[Online] Can you memorize the images you just encountered? A study of visual recognition memory


Memory researchers have been trying to predict whether and to what extent an image can be memorized. Some proposed that memorability is a property of the image itself (Bainbridge, 2019), while others also considered that the learning context of image also mattered (Konkle et al., 2010). In particular, if a stimulus suffers interference from more rivalries from the same category, the stimulus will be worse remembered. Despite being supported by myriad of empirical evidence, neither of the intrinsic nor extrinsic effects has been framed in a mechanistic model of recognition memory. Here we proposes the application of global matching model which pustulates that recognition is based on the summed similarity between the representation of the target stimulus and representations of all the other stimuli in the memory. Despite the demonstrated capability to capture both the intrinsic and contextual effects (Nosofsky et al., 2011), a limitation of global matching model lies in generating accurate representations for common images. Evidence indicated that representation generated by deep learning computational network could be a promising candidate as the remedy to the limitation.

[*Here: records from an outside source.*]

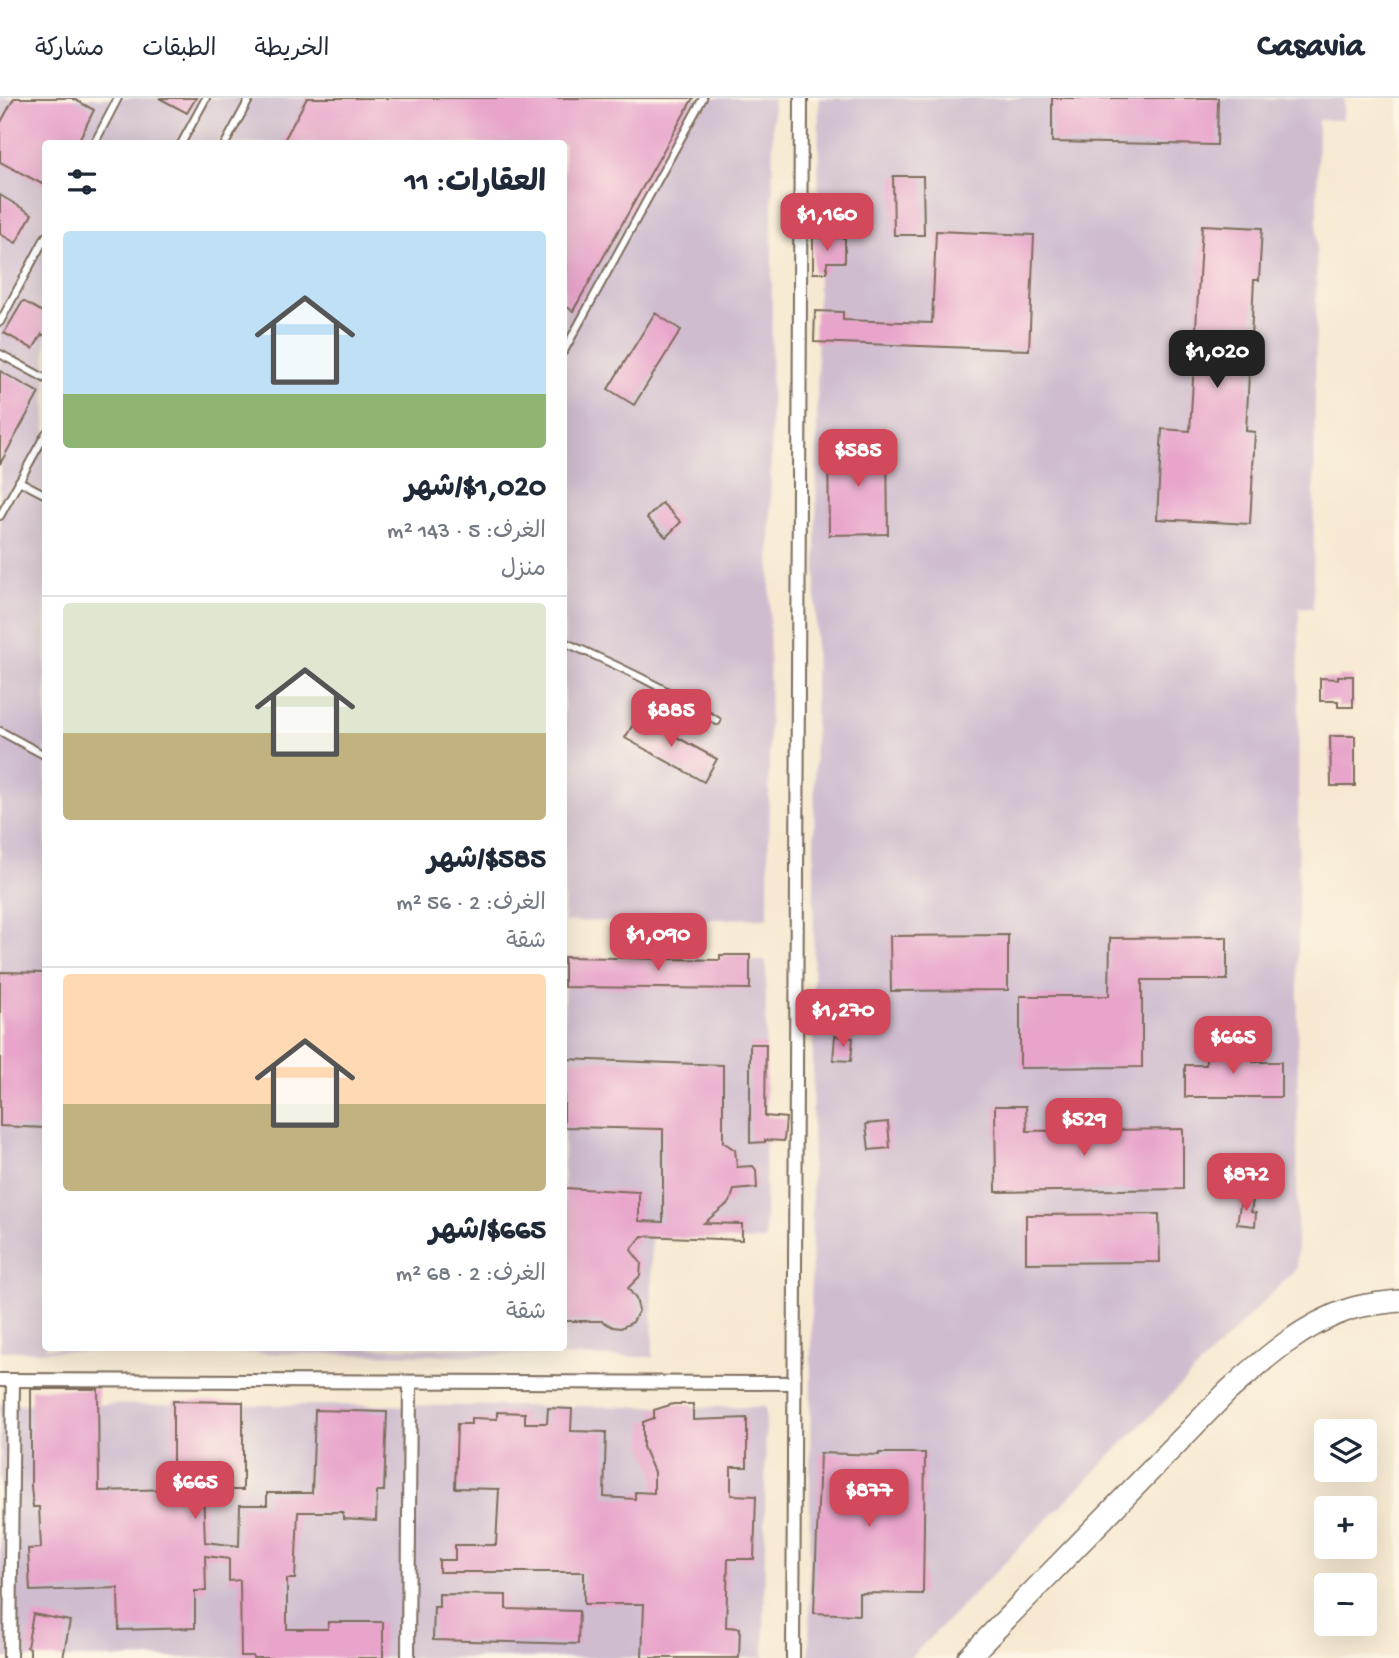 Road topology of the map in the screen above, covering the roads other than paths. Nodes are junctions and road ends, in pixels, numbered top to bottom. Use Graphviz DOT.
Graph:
graph roads {
  1 [pos="118,98"];
  2 [pos="206,98"];
  3 [pos="250,98"];
  4 [pos="703,98"];
  5 [pos="802,98"];
  6 [pos="96,140"];
  7 [pos="183,140"];
  8 [pos="228,140"];
  9 [pos="42,243"];
  10 [pos="0,322"];
  11 [pos="567,346"];
  12 [pos="0,354"];
  13 [pos="42,377"];
  14 [pos="42,440"];
  15 [pos="19,481"];
  16 [pos="42,493"];
  17 [pos="0,516"];
  18 [pos="567,643"];
  19 [pos="717,721"];
  20 [pos="0,732"];
  21 [pos="42,754"];
  22 [pos="1399,1301"];
  23 [pos="6,1380"];
  24 [pos="410,1382"];
  25 [pos="794,1383"];
  26 [pos="10,1658"];
  27 [pos="408,1658"];
  28 [pos="793,1658"];
  29 [pos="968,1658"];
  1 -- 6 [label="lane"];
  2 -- 7 [label="lane"];
  3 -- 8 [label="lane"];
  4 -- 11 [label="lane"];
  5 -- 25 [label="street"];
  9 -- 10 [label="lane"];
  12 -- 13 [label="lane"];
  14 -- 15 [label="lane"];
  15 -- 16 [label="lane"];
  15 -- 17 [label="lane"];
  18 -- 19 [label="lane"];
  20 -- 21 [label="lane"];
  22 -- 29 [label="main road"];
  23 -- 24 [label="street"];
  23 -- 26 [label="street"];
  24 -- 25 [label="street"];
  24 -- 27 [label="street"];
  25 -- 28 [label="street"];
} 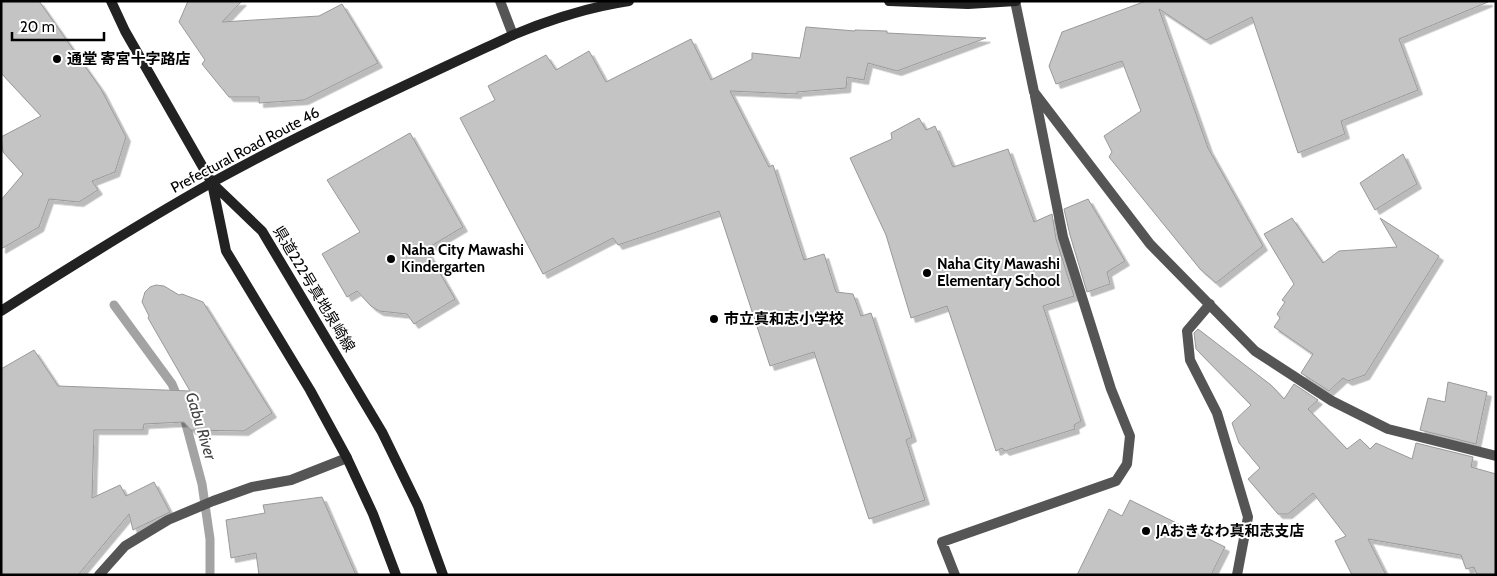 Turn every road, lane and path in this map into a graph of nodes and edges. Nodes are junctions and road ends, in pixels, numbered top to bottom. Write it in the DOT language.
graph roads {
  1 [pos="111,1"];
  2 [pos="500,1"];
  3 [pos="630,1"];
  4 [pos="889,1"];
  5 [pos="1016,1"];
  6 [pos="513,35"];
  7 [pos="1034,92"];
  8 [pos="212,183"];
  9 [pos="1210,304"];
  10 [pos="1,311"];
  11 [pos="1496,456"];
  12 [pos="347,458"];
  13 [pos="99,575"];
  14 [pos="396,575"];
  15 [pos="443,575"];
  16 [pos="955,575"];
  17 [pos="1237,575"];
  1 -- 8 [label="main road"];
  2 -- 6 [label="street"];
  3 -- 6 [label="main road, Prefectural Road Route 46"];
  4 -- 5 [label="main road"];
  5 -- 7 [label="street"];
  6 -- 8 [label="main road, Prefectural Road Route 46"];
  7 -- 9 [label="street"];
  7 -- 16 [label="street"];
  8 -- 10 [label="main road, Prefectural Road Route 46"];
  8 -- 12 [label="main road"];
  8 -- 15 [label="main road, 県道222号真地泉崎線"];
  9 -- 11 [label="street"];
  9 -- 17 [label="street"];
  12 -- 13 [label="street"];
  12 -- 14 [label="main road"];
}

Research Questions / Hypotheses

This study aims to advance the theoretical understanding of visual memorability variations by

  1. replicate the category length effect that memory performance decreases as number of exemplars of same category increases;
  2. examine how the global matching model, when combining CNN representation as the input, can predict variations in memory performance (average HR and FAR from human data) to different image categories.


44 participants completed the study and 5 participants were no-show for unclear reasons.

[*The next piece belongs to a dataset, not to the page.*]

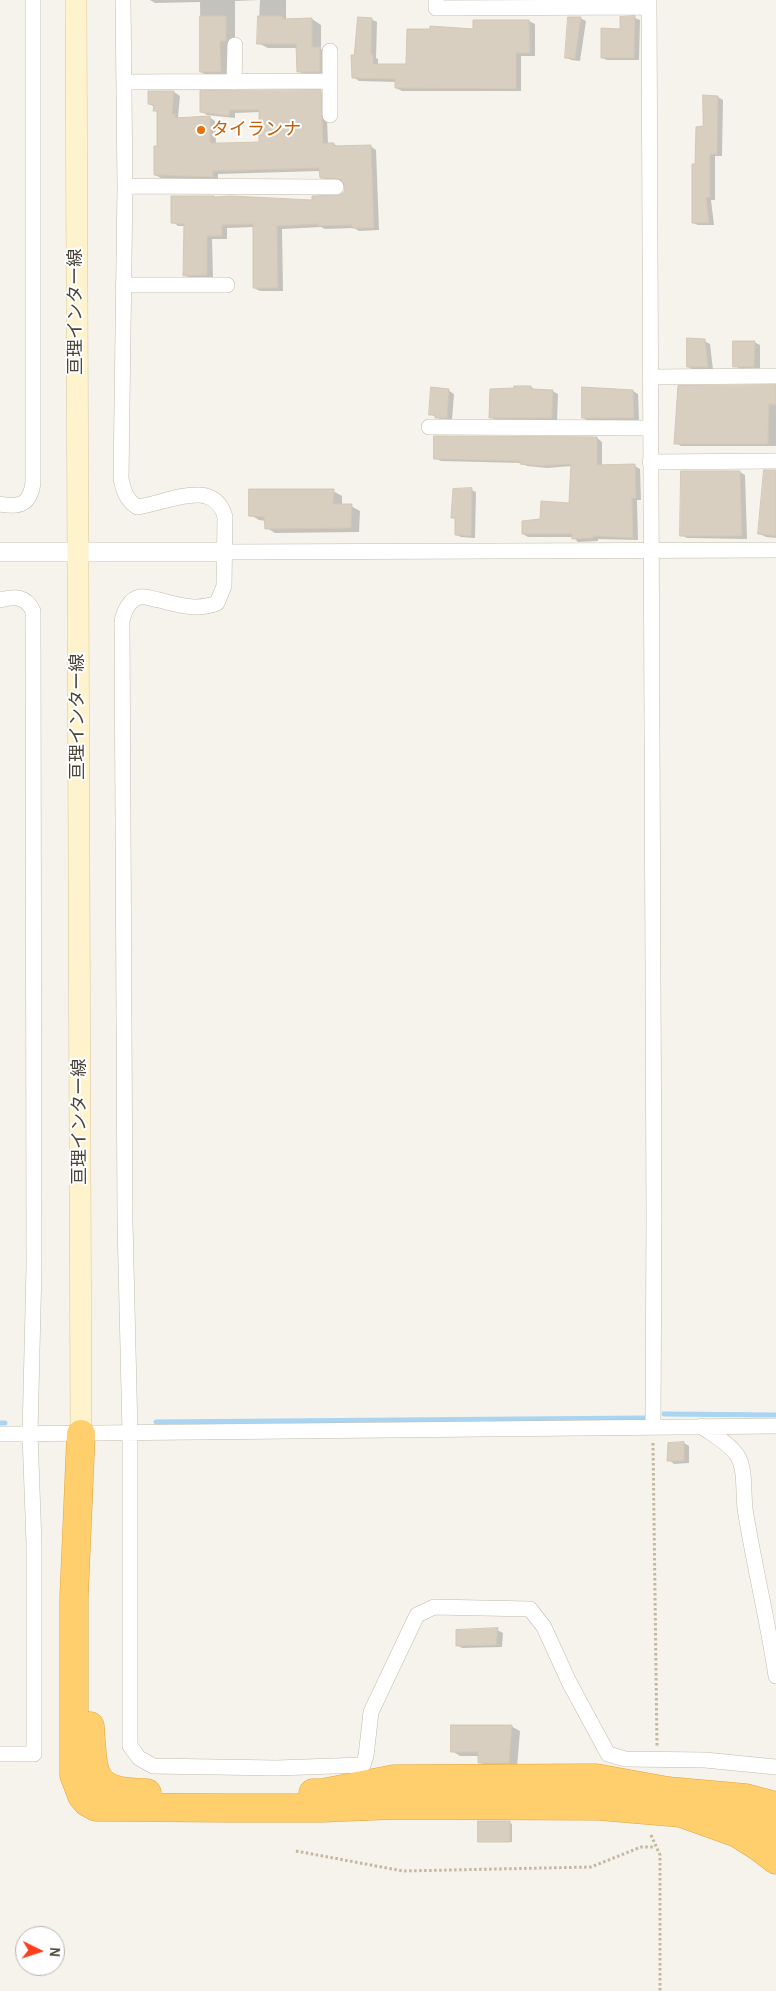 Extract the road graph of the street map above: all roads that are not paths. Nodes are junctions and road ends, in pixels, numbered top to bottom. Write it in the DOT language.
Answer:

We asked the participants to perform a online recognition task which required them to study and remember a large set of common images. After a simple math distraction task, the participants were asked to respond to a series of repeat detection task (whether they had seen the images or not). Three types of stimulus may be present in the test phrase. The stimuli can either be a target (an image that is present in the study phrase), a related lure (an unseen image that belongs to the same category of the target), or an unrelated lure (an unseen images that does not belong to any of the categories seen in the study phrase).


This is an ongoing study. The data analysis will mainly involve modelling of the data using a variety of CNNs (e.g., ResNet50) and global matching similarity computation.


Results of the study will speak to the mechanism of human recognition memory. The study has the potential to advance the understanding of how the cognitive model predicts memorability and how computational models can be refined to predict memorability scores. Such advancement has real-life implication regarding image selection (e.g., what images educators should select to promote memorization).